Task requirements: Please say how many lines in the records below contain the word "Farms". Give only the number.

★ ★ ★ ★ ★ ★ ★

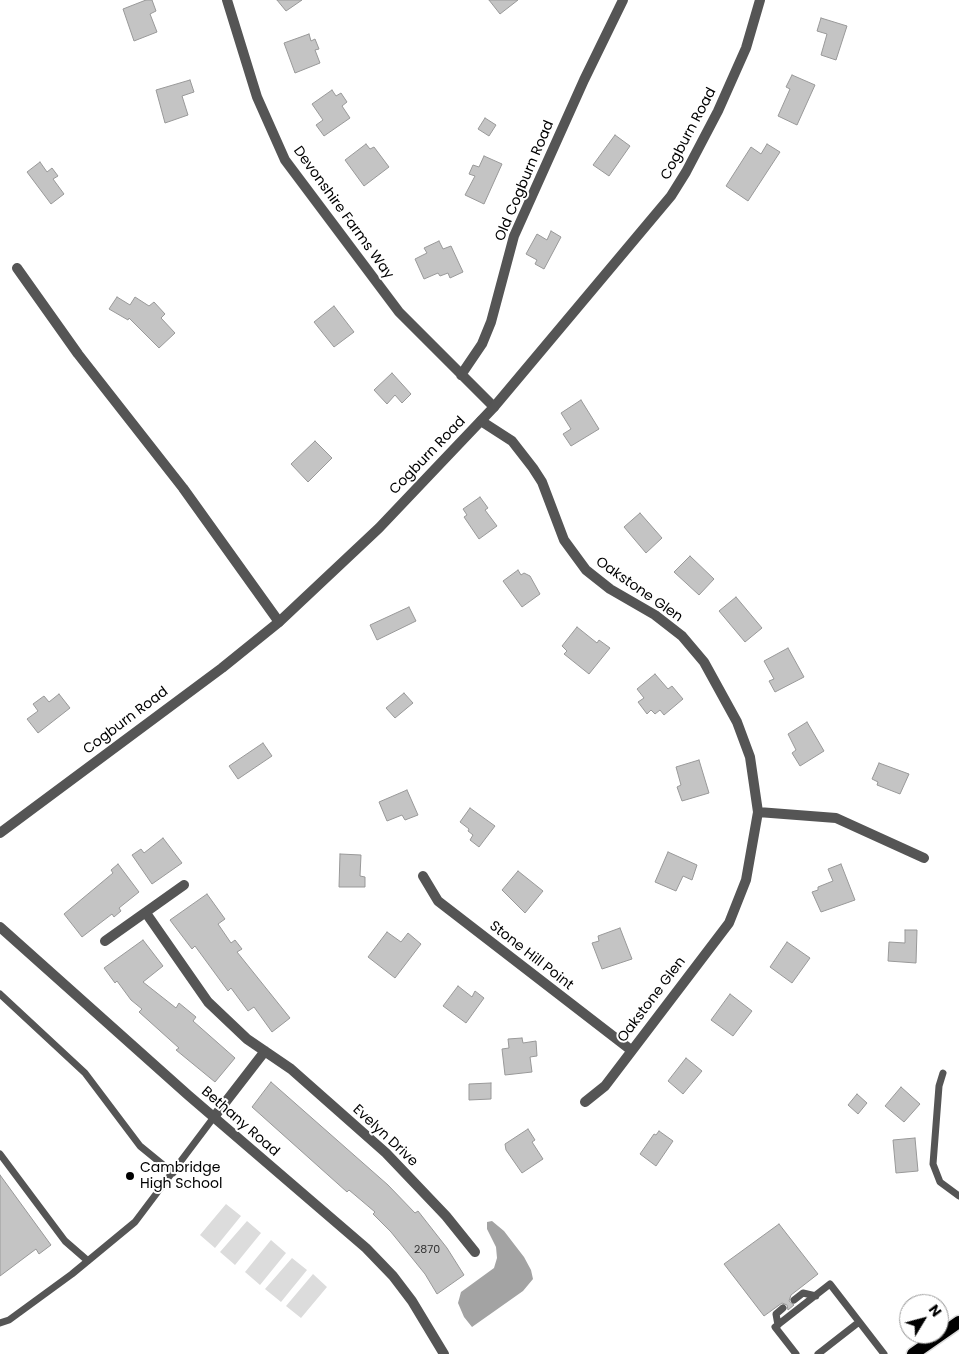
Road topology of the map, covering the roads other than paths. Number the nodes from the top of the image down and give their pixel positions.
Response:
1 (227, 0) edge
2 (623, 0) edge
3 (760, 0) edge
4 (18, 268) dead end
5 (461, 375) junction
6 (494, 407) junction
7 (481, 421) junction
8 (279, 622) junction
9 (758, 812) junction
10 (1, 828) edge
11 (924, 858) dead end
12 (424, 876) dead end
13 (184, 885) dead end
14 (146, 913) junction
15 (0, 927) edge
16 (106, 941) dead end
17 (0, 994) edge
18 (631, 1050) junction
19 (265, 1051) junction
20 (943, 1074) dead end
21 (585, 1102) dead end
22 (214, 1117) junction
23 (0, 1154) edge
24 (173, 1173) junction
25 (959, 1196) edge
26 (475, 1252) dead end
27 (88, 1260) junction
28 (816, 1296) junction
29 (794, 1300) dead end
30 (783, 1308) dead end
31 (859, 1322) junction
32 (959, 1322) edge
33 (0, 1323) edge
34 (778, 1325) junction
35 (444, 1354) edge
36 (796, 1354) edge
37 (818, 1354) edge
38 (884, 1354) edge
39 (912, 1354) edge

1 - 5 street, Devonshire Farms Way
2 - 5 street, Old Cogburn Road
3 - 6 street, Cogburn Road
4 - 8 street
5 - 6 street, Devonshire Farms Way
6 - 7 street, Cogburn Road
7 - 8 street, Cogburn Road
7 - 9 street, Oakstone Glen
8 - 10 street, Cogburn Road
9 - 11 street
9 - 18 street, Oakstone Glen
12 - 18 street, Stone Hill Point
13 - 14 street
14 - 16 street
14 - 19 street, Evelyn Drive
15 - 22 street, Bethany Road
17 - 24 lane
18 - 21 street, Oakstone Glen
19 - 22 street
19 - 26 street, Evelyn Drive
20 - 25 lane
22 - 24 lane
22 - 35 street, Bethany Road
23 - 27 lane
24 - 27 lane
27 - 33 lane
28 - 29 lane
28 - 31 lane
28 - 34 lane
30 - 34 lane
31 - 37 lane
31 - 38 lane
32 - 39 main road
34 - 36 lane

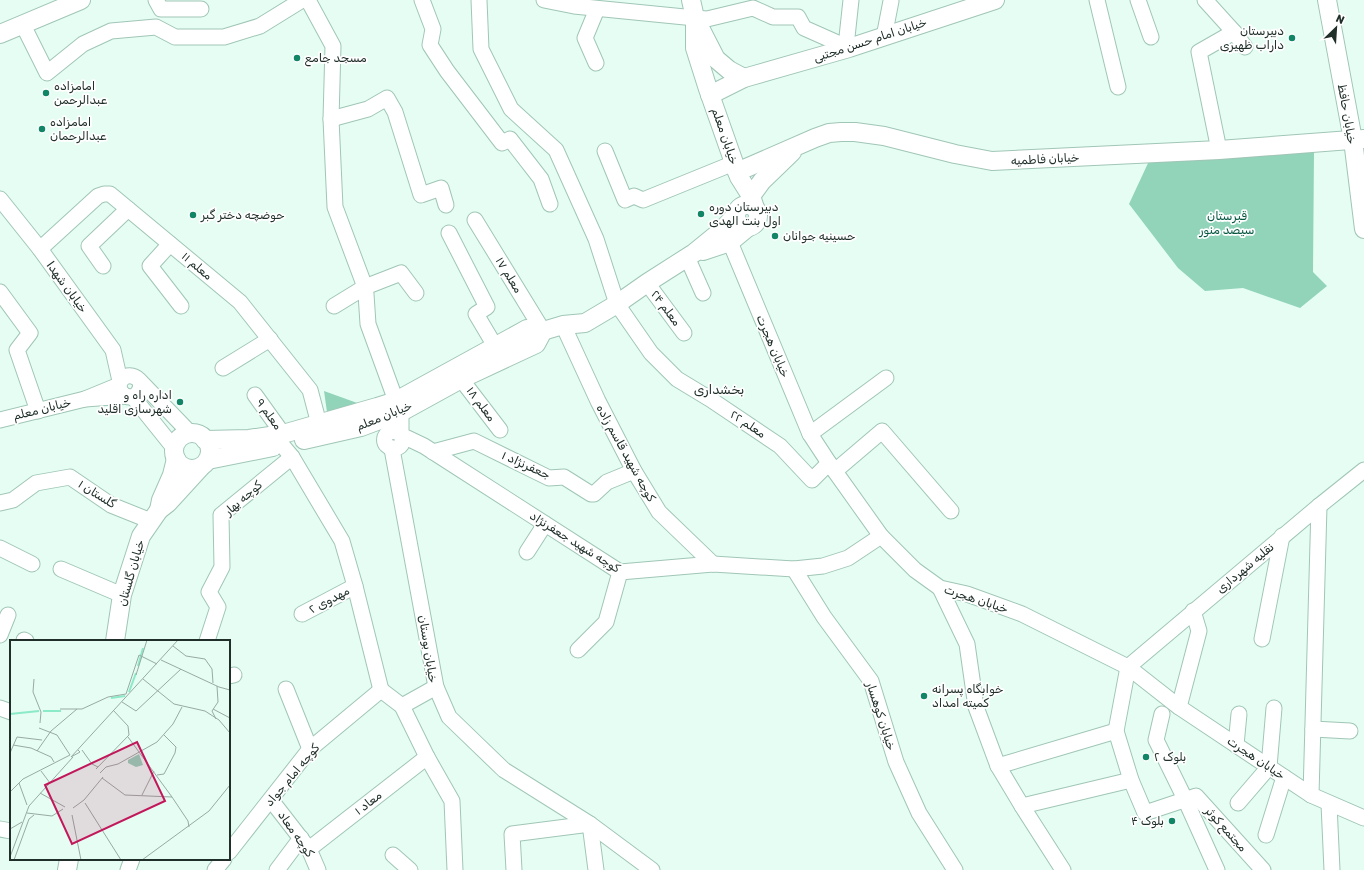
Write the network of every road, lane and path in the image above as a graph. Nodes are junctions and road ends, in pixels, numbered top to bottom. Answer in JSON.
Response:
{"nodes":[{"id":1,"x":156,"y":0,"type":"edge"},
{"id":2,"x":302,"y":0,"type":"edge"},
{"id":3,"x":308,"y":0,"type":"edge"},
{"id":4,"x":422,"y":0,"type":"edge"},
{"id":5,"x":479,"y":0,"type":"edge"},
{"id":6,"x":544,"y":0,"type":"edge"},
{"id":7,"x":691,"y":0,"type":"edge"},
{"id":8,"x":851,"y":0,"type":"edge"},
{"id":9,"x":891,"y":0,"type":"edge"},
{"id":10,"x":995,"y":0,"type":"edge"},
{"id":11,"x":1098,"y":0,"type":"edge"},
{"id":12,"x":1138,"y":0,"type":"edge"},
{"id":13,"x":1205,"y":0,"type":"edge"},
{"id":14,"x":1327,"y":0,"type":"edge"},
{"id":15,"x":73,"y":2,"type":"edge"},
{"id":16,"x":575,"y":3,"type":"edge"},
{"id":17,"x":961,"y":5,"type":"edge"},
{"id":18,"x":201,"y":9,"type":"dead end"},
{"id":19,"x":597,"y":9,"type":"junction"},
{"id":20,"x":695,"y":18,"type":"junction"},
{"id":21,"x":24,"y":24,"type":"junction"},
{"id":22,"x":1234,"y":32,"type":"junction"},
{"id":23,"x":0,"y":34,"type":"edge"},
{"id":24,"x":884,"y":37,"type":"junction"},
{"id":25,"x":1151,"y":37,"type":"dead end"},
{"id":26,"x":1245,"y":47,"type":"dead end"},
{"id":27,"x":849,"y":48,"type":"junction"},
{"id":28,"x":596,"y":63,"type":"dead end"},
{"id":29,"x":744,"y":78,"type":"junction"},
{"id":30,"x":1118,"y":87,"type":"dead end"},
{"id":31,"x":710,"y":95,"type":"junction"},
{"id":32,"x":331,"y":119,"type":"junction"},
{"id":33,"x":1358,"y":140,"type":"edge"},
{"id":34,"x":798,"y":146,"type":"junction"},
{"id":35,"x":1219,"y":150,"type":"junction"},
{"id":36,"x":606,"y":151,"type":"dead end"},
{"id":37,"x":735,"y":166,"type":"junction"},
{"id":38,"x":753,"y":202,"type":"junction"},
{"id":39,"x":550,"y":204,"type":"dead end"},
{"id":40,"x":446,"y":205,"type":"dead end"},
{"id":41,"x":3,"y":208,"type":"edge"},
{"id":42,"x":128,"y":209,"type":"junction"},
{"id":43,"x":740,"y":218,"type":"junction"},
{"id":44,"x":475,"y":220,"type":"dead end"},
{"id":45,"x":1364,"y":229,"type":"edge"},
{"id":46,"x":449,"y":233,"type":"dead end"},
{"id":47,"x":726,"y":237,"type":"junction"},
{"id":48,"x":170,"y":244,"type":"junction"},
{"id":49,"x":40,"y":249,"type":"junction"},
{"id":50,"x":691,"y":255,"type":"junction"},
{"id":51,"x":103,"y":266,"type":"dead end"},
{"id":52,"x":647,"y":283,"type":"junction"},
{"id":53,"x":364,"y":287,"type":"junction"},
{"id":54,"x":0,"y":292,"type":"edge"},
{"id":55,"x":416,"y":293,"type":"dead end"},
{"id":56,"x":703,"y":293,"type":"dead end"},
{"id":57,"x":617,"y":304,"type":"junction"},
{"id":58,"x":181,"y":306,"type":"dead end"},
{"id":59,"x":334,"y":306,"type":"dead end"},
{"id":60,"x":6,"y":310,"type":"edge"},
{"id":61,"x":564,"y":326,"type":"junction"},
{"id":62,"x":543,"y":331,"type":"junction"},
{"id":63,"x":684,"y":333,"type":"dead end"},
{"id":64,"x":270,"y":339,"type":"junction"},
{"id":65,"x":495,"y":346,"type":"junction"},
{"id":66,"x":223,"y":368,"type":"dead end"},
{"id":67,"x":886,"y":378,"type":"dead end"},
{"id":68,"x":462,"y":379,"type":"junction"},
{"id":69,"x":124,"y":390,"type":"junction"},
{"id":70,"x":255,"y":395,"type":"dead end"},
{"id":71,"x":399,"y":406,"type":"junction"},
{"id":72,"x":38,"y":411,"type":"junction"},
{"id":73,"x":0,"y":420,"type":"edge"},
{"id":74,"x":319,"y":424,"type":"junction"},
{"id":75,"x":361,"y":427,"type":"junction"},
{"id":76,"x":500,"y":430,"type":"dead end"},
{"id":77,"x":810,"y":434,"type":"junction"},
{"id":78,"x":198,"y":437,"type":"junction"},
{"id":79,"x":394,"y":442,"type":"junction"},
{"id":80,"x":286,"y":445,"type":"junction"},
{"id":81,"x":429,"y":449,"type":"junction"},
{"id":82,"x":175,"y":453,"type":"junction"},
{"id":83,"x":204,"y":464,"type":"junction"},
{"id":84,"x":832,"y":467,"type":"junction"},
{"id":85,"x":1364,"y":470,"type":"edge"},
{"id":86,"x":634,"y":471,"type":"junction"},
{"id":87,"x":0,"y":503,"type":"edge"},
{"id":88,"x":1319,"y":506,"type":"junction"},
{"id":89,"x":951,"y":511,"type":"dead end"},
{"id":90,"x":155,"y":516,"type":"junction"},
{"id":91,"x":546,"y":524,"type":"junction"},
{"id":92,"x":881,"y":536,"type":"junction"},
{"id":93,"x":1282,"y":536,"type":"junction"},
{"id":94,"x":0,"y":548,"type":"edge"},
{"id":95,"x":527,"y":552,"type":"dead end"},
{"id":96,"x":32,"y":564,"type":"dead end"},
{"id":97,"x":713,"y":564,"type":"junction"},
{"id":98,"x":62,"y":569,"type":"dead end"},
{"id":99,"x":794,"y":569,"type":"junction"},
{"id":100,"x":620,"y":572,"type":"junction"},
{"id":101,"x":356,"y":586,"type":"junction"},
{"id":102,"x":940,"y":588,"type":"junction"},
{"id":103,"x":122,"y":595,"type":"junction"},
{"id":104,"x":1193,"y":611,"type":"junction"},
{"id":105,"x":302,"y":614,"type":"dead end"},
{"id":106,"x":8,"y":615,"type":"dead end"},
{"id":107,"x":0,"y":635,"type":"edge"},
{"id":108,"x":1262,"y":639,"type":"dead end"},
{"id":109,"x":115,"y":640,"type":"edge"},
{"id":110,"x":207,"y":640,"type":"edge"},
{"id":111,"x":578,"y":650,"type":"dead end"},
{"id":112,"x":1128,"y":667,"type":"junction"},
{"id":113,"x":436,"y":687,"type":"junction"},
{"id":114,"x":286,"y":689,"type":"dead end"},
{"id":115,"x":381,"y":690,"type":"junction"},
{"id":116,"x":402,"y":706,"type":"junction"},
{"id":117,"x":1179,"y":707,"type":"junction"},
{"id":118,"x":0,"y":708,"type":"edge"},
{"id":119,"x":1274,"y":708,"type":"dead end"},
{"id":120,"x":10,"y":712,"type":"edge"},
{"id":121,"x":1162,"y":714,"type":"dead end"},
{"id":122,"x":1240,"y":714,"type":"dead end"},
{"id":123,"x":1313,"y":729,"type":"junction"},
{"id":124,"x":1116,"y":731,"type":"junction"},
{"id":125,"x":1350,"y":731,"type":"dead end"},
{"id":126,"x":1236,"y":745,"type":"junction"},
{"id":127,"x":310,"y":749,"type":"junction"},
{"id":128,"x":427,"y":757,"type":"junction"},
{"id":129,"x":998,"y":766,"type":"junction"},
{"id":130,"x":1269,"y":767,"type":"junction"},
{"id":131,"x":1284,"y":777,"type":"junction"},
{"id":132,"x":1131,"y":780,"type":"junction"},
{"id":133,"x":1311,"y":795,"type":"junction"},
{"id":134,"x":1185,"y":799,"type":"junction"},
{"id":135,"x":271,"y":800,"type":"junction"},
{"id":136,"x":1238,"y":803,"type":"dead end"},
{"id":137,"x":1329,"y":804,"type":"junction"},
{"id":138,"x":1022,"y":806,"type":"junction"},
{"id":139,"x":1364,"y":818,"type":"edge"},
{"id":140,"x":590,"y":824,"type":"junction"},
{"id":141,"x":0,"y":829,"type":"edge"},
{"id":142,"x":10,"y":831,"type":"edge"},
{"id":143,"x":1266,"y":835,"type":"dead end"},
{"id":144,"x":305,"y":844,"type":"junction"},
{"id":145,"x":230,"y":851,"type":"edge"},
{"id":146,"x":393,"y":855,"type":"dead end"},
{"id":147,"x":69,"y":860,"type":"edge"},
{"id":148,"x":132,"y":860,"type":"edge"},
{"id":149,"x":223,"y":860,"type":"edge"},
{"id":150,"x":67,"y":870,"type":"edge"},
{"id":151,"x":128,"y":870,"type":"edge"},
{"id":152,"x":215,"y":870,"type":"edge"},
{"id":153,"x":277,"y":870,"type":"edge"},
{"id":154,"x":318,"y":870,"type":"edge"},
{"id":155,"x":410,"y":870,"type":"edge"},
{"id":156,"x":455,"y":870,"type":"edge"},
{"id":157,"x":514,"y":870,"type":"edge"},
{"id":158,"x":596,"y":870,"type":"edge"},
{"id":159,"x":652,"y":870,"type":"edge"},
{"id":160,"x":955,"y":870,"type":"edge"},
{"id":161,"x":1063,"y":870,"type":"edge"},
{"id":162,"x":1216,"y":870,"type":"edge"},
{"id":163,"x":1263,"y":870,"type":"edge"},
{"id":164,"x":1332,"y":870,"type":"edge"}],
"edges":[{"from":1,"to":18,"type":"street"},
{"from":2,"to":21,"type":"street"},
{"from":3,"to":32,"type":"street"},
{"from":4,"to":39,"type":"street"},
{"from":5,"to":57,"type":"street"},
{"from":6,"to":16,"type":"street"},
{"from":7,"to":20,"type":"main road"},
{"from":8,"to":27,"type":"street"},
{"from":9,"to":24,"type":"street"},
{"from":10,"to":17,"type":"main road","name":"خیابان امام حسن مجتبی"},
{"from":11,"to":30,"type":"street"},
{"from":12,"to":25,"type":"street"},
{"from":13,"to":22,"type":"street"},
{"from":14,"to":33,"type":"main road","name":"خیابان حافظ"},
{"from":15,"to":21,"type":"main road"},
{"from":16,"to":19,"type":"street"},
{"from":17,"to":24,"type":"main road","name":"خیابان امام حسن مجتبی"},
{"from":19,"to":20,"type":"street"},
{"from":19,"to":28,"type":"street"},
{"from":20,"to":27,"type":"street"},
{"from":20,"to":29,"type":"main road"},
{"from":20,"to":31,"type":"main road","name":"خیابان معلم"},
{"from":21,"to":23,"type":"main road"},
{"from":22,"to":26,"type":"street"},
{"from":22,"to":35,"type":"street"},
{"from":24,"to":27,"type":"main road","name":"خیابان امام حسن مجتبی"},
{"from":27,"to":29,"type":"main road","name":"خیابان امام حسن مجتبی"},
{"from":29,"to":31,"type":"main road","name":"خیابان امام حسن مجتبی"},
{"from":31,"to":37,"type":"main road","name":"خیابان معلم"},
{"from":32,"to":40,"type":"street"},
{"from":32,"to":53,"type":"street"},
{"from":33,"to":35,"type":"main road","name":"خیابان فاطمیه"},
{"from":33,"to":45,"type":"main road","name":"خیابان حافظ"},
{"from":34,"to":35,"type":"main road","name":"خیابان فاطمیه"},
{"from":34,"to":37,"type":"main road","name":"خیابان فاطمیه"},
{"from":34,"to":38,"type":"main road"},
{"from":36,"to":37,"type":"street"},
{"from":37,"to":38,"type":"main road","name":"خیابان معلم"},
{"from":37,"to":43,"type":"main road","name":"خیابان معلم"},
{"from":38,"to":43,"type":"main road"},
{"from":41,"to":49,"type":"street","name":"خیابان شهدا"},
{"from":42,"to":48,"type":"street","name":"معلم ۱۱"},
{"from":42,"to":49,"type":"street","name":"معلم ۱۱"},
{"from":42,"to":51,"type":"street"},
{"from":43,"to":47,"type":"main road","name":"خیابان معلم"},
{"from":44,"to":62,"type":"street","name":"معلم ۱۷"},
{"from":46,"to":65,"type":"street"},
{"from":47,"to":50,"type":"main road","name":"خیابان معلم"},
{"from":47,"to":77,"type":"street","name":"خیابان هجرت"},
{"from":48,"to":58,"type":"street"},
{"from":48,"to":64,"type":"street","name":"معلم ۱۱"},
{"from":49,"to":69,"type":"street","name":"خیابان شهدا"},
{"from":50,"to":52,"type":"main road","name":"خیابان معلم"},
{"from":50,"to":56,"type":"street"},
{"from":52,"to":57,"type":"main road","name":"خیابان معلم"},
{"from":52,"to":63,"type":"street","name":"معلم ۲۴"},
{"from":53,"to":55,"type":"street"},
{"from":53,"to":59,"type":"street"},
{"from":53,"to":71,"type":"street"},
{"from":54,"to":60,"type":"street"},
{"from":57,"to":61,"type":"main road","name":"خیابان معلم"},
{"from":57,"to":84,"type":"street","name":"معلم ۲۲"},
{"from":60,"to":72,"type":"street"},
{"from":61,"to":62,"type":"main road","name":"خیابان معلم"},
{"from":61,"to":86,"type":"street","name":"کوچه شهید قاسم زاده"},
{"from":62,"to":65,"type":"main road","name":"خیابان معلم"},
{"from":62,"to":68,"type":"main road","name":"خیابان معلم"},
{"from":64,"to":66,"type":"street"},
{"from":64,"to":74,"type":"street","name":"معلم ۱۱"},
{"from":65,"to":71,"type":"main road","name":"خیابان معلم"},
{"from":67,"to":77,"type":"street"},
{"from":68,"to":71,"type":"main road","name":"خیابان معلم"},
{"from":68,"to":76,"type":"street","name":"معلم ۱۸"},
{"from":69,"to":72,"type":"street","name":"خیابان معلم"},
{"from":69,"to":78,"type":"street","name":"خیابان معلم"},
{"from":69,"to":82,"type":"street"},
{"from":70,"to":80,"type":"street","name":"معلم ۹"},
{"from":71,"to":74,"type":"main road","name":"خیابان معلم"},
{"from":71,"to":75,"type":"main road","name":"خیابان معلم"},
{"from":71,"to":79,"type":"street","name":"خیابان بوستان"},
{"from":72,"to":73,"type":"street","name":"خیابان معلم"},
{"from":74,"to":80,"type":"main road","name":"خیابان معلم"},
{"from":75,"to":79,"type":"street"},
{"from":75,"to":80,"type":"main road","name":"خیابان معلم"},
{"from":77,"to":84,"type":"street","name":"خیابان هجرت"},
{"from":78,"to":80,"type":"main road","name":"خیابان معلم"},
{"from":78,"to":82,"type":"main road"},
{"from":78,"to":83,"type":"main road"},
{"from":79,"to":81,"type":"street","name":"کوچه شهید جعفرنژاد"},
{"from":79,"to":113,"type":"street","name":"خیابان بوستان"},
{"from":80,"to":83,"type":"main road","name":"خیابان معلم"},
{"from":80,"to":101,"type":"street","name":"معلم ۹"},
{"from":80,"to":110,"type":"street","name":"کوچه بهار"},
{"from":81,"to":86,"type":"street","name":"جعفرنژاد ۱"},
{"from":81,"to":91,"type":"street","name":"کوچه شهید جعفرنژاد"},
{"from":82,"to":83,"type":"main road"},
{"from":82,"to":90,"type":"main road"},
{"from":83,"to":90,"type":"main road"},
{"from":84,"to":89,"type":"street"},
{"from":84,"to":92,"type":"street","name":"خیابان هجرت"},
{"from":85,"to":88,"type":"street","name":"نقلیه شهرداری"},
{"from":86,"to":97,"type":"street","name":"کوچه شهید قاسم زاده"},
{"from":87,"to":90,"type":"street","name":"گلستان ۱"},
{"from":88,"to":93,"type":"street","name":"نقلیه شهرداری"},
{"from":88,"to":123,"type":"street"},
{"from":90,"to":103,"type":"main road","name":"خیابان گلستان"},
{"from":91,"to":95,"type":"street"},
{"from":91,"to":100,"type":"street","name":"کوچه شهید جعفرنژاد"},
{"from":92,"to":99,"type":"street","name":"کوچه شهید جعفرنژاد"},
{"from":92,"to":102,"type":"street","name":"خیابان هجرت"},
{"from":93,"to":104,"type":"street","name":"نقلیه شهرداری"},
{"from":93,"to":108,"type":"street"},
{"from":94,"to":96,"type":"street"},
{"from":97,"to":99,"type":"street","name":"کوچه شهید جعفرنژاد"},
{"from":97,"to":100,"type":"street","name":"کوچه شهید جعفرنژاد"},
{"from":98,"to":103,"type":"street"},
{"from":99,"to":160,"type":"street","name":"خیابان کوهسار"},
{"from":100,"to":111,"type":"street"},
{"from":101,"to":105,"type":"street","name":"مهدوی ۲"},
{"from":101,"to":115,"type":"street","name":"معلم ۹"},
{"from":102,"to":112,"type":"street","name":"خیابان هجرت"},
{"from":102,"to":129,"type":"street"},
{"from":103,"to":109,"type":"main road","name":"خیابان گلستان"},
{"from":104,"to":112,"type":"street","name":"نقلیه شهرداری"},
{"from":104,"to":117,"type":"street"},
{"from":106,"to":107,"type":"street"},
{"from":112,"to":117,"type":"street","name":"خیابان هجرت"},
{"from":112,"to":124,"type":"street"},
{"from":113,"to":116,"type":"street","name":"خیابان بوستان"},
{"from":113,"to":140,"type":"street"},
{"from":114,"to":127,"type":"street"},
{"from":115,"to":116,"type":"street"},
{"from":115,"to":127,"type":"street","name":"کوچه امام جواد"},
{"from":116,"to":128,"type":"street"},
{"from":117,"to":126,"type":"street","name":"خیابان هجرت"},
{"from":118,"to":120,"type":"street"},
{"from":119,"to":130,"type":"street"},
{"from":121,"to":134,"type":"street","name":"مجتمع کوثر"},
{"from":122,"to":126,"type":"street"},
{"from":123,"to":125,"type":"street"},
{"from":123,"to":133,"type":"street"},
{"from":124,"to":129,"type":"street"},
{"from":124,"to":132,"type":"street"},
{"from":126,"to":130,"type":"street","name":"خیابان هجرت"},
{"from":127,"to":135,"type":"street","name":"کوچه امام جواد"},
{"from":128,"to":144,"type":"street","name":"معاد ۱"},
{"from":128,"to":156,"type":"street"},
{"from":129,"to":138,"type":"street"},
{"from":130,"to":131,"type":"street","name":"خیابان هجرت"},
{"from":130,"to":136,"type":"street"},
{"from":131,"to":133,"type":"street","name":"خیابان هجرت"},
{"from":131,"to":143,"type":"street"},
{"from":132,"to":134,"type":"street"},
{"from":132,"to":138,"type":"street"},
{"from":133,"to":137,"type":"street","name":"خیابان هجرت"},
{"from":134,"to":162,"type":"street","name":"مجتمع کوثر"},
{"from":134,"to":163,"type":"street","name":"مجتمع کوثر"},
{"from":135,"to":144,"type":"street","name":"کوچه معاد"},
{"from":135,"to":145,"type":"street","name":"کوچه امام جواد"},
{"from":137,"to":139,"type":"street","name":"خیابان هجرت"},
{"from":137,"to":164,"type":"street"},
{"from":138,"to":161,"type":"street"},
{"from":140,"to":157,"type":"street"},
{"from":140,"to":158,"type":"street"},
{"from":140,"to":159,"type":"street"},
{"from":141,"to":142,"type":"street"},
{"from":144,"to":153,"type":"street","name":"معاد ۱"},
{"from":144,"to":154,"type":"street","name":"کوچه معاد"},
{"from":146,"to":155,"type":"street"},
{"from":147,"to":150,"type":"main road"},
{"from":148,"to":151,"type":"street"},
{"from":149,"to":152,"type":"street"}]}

★ ★ ★ ★ ★ ★ ★

The answer: 2